Hello everyone,

Attendance for recent reading groups has dropped off. I've been wondering if there's an issue with the timeslot or content. Please let me know if you have any conflicts with the current time (Friday at 2 PM PST). Currently, reading group content focuses strongly on interpretability. If you'd be more interested in some other aspect of alignment research, please let me know.

For this week, we'll meet at 2 PM PST on Friday. We'll be discussing "A Mathematical Framework for Transformer Circuits"

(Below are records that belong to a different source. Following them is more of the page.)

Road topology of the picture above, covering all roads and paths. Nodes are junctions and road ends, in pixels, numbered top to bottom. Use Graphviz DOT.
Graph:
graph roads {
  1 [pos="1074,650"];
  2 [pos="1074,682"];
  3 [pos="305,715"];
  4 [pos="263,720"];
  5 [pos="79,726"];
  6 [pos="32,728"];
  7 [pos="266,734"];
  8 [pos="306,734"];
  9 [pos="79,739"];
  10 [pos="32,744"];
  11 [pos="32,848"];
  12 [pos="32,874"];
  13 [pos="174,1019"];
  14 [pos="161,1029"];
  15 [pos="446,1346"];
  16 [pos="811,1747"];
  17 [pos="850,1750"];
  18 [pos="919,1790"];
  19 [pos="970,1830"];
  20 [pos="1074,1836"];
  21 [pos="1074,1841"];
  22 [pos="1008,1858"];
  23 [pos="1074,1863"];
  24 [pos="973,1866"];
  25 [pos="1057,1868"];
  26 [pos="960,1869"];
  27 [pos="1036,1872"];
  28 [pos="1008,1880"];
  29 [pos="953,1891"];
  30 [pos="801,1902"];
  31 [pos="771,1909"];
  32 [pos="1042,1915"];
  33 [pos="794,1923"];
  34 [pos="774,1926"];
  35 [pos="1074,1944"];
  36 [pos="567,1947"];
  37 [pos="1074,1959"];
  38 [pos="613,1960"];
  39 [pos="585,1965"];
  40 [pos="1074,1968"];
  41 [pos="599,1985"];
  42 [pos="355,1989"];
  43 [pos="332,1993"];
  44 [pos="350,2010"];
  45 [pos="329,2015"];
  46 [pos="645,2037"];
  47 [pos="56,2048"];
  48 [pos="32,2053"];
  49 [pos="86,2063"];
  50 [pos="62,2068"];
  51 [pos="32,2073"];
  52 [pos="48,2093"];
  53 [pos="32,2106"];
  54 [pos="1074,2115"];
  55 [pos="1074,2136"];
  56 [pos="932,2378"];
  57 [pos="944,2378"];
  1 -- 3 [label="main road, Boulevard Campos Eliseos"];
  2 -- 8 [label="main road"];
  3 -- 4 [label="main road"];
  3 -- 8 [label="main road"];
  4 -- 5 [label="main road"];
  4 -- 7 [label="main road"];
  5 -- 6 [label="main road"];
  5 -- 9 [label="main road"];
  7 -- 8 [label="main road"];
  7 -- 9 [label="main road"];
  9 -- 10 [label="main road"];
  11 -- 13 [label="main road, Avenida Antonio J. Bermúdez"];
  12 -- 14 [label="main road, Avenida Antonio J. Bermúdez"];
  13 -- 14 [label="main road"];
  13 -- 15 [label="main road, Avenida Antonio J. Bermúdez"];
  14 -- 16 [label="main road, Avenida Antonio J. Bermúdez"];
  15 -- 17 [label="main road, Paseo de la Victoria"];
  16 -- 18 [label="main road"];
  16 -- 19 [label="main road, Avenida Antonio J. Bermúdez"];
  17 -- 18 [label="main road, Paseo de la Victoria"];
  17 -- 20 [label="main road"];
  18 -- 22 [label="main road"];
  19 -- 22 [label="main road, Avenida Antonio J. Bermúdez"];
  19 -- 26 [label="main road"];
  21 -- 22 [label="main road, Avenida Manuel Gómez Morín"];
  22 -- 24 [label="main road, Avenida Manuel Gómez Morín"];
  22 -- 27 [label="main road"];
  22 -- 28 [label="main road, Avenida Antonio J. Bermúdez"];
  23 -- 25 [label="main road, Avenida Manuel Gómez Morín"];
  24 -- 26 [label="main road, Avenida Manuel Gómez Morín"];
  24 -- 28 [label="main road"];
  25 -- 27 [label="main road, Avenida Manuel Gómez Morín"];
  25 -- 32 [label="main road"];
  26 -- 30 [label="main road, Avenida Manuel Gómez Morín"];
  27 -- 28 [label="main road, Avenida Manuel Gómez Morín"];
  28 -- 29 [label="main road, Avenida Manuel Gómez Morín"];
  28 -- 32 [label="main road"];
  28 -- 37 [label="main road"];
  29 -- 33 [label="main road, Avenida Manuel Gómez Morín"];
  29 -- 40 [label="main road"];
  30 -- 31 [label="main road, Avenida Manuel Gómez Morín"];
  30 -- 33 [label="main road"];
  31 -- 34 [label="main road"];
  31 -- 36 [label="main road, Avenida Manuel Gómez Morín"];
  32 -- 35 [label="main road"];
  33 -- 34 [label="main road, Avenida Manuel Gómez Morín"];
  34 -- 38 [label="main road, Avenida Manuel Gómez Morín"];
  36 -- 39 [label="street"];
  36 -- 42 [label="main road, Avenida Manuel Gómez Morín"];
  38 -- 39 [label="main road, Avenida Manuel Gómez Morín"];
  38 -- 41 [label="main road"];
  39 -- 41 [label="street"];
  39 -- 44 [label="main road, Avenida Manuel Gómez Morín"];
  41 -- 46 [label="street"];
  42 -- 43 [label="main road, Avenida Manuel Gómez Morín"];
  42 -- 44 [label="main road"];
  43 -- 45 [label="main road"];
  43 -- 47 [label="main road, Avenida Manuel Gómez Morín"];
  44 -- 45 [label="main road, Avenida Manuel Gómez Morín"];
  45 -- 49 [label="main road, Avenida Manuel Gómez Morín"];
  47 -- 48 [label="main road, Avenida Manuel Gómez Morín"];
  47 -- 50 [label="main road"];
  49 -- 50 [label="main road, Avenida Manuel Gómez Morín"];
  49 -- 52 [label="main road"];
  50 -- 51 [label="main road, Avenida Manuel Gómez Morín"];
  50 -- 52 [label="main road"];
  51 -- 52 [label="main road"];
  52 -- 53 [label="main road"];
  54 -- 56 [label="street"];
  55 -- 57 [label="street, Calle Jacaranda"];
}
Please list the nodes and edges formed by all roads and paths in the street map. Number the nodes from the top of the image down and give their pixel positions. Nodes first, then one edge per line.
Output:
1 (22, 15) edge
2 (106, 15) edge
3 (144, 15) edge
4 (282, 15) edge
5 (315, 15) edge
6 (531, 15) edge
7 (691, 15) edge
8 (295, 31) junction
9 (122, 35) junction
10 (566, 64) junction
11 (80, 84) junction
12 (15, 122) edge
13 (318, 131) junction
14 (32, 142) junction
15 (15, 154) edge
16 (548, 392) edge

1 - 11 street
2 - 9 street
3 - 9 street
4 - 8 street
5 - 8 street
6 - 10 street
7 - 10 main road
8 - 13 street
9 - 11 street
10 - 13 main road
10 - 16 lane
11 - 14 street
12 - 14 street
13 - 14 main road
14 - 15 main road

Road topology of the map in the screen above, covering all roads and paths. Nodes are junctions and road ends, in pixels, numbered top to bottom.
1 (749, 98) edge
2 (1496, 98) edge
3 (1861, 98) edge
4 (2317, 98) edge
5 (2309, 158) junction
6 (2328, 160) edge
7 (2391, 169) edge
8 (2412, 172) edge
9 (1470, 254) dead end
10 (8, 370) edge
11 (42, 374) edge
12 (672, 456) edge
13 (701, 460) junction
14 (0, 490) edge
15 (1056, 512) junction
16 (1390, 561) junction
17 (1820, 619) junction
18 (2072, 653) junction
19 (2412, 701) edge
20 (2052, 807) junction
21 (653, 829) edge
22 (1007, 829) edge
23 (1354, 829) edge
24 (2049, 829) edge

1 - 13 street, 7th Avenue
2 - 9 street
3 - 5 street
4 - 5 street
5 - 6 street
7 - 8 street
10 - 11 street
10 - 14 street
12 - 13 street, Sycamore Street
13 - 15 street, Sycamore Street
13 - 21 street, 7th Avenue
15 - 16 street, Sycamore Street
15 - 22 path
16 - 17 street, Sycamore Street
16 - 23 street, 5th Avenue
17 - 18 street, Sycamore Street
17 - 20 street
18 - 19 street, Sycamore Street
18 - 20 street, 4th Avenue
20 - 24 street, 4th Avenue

In this paper, we attempt to take initial, very preliminary steps towards reverse-engineering transformers. Given the incredible complexity and size of modern language models, we have found it most fruitful to start with the simplest possible models and work our way up from there. Our aim is to discover simple algorithmic patterns, motifs, or frameworks that can subsequently be applied to larger and more complex models. Specifically, in this paper we will study transformers with two layers or less which have only attention blocks – this is in contrast to a large, modern transformer like GPT-3, which has 96 layers and alternates attention blocks with MLP blocks.

Join Zoom Meeting
https://oregonstate.zoom.us/j/95843260079?pwd=TzZTN0xPaFZrazRGTElud0J1cnJLUT09

Password: 961594

Phone Dial-In Information
+1 971 247 1195 US (Portland)
+1 253 215 8782 US (Tacoma)
+1 301 715 8592 US (Washington DC)

Meeting ID: 958 4326 0079

All the best,

Quintin